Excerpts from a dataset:
□ □ □

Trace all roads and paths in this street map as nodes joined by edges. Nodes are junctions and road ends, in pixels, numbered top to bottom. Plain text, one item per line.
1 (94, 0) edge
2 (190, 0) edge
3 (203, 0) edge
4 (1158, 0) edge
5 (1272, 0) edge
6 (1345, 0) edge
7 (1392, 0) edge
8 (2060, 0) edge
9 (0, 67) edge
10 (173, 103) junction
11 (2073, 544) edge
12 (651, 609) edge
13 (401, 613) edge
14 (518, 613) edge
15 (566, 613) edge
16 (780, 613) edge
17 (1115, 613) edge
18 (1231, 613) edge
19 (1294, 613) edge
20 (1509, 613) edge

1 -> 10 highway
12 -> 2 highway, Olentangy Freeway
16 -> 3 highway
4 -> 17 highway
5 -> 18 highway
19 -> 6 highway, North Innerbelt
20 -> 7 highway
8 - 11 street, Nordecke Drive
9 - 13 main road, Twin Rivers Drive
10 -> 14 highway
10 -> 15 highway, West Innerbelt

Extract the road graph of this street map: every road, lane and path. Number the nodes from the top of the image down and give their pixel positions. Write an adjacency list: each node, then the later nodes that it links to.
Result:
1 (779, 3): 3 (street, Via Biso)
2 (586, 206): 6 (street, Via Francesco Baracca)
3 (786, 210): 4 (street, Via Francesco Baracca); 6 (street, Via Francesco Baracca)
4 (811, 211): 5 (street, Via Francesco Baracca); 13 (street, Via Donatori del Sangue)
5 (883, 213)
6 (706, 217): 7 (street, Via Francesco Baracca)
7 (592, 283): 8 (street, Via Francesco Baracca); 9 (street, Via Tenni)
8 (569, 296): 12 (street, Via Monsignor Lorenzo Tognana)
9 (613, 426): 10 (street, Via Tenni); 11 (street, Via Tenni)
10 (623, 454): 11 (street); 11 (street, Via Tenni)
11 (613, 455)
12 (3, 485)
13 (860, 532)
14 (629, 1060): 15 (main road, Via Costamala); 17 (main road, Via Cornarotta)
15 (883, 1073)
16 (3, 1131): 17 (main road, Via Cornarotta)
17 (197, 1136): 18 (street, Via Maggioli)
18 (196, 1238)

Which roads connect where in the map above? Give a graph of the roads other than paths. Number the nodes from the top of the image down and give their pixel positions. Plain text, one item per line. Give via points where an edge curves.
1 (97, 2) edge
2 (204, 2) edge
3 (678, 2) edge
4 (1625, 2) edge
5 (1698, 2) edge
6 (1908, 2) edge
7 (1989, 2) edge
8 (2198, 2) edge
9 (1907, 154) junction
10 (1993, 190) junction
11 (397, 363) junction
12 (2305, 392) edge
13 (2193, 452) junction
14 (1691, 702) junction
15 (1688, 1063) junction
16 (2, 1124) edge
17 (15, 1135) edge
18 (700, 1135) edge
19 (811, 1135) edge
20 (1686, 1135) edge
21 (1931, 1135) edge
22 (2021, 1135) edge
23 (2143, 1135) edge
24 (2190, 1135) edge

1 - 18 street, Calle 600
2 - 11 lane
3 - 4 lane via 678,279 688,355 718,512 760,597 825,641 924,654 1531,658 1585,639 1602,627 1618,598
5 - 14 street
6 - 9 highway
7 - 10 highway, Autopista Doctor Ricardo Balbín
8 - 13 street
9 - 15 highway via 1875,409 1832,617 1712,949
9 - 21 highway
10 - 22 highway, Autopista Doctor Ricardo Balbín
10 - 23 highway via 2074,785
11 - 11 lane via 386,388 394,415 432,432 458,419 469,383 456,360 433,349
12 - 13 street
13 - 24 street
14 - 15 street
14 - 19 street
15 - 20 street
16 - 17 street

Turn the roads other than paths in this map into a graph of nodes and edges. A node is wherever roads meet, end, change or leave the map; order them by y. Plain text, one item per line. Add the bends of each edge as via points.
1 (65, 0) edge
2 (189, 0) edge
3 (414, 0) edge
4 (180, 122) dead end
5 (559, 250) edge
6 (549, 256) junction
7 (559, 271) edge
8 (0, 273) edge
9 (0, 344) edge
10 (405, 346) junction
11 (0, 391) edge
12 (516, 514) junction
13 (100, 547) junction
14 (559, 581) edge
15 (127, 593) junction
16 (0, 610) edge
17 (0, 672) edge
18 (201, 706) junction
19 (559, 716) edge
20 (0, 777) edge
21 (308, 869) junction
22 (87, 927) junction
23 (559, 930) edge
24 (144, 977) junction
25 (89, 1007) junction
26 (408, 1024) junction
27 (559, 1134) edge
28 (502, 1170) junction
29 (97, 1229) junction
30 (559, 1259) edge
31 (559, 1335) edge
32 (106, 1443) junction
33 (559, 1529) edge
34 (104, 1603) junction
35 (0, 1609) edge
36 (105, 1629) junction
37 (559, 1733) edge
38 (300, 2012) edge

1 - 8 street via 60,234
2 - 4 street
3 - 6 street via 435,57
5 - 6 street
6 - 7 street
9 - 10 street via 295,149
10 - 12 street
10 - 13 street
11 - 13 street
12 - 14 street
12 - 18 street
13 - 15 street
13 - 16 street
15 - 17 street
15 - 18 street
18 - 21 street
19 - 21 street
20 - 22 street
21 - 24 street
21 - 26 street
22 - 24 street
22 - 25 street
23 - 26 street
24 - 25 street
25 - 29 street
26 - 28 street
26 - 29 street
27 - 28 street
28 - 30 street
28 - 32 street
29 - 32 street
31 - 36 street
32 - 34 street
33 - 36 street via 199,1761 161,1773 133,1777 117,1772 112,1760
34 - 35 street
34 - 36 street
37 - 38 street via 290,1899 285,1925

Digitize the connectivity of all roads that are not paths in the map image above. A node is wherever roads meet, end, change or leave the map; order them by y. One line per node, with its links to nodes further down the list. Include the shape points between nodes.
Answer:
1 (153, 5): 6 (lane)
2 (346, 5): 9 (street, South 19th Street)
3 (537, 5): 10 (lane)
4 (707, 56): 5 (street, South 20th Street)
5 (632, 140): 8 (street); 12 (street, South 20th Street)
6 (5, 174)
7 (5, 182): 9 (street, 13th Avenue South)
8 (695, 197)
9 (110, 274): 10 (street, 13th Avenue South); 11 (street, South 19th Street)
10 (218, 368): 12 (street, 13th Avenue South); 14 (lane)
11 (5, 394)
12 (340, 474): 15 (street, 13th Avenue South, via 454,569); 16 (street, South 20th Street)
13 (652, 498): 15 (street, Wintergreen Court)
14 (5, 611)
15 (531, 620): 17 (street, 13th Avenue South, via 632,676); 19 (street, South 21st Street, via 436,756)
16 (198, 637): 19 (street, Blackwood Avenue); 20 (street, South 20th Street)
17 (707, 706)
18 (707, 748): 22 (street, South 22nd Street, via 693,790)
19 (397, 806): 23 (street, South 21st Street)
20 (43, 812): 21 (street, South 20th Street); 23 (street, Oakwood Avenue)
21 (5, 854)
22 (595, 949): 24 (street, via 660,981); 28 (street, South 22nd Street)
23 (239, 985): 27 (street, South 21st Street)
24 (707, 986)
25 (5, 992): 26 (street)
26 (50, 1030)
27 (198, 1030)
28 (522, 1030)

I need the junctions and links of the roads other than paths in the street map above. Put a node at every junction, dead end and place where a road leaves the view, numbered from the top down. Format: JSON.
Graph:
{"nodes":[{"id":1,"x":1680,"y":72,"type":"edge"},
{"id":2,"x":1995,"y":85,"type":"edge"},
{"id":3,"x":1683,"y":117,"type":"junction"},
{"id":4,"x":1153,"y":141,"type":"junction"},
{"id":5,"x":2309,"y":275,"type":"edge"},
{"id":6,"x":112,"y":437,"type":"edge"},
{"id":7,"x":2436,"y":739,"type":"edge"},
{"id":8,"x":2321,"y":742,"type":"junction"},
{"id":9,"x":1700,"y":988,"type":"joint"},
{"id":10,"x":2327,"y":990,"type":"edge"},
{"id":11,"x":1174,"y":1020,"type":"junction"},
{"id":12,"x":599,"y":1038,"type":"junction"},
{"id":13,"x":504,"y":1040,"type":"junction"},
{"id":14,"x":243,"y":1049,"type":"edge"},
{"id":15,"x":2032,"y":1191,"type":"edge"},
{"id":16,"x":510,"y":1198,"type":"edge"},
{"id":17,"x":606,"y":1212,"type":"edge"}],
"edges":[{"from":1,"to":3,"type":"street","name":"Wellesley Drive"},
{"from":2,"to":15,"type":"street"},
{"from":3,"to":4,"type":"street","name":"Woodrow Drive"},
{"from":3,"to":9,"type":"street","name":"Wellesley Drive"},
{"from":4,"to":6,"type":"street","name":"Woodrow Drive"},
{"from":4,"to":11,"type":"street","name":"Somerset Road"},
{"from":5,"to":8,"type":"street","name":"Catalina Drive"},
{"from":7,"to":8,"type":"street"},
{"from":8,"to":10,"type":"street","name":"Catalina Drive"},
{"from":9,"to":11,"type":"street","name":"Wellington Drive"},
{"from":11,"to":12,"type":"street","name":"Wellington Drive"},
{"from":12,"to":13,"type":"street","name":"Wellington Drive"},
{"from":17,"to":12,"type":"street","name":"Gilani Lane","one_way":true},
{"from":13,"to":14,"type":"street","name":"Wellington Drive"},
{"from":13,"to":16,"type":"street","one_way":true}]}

□ □ □

ACTIVITY: Restate the data word for word. Begin at its first line, end at the line that contains "Extract the road", and include both.

ANSWER:
Trace all roads and paths in this street map as nodes joined by edges. Nodes are junctions and road ends, in pixels, numbered top to bottom. Plain text, one item per line.
1 (94, 0) edge
2 (190, 0) edge
3 (203, 0) edge
4 (1158, 0) edge
5 (1272, 0) edge
6 (1345, 0) edge
7 (1392, 0) edge
8 (2060, 0) edge
9 (0, 67) edge
10 (173, 103) junction
11 (2073, 544) edge
12 (651, 609) edge
13 (401, 613) edge
14 (518, 613) edge
15 (566, 613) edge
16 (780, 613) edge
17 (1115, 613) edge
18 (1231, 613) edge
19 (1294, 613) edge
20 (1509, 613) edge

1 -> 10 highway
12 -> 2 highway, Olentangy Freeway
16 -> 3 highway
4 -> 17 highway
5 -> 18 highway
19 -> 6 highway, North Innerbelt
20 -> 7 highway
8 - 11 street, Nordecke Drive
9 - 13 main road, Twin Rivers Drive
10 -> 14 highway
10 -> 15 highway, West Innerbelt

Extract the road graph of this street map: every road, lane and path. Number the nodes from the top of the image down and give their pixel positions. Write an adjacency list: each node, then the later nodes that it links to.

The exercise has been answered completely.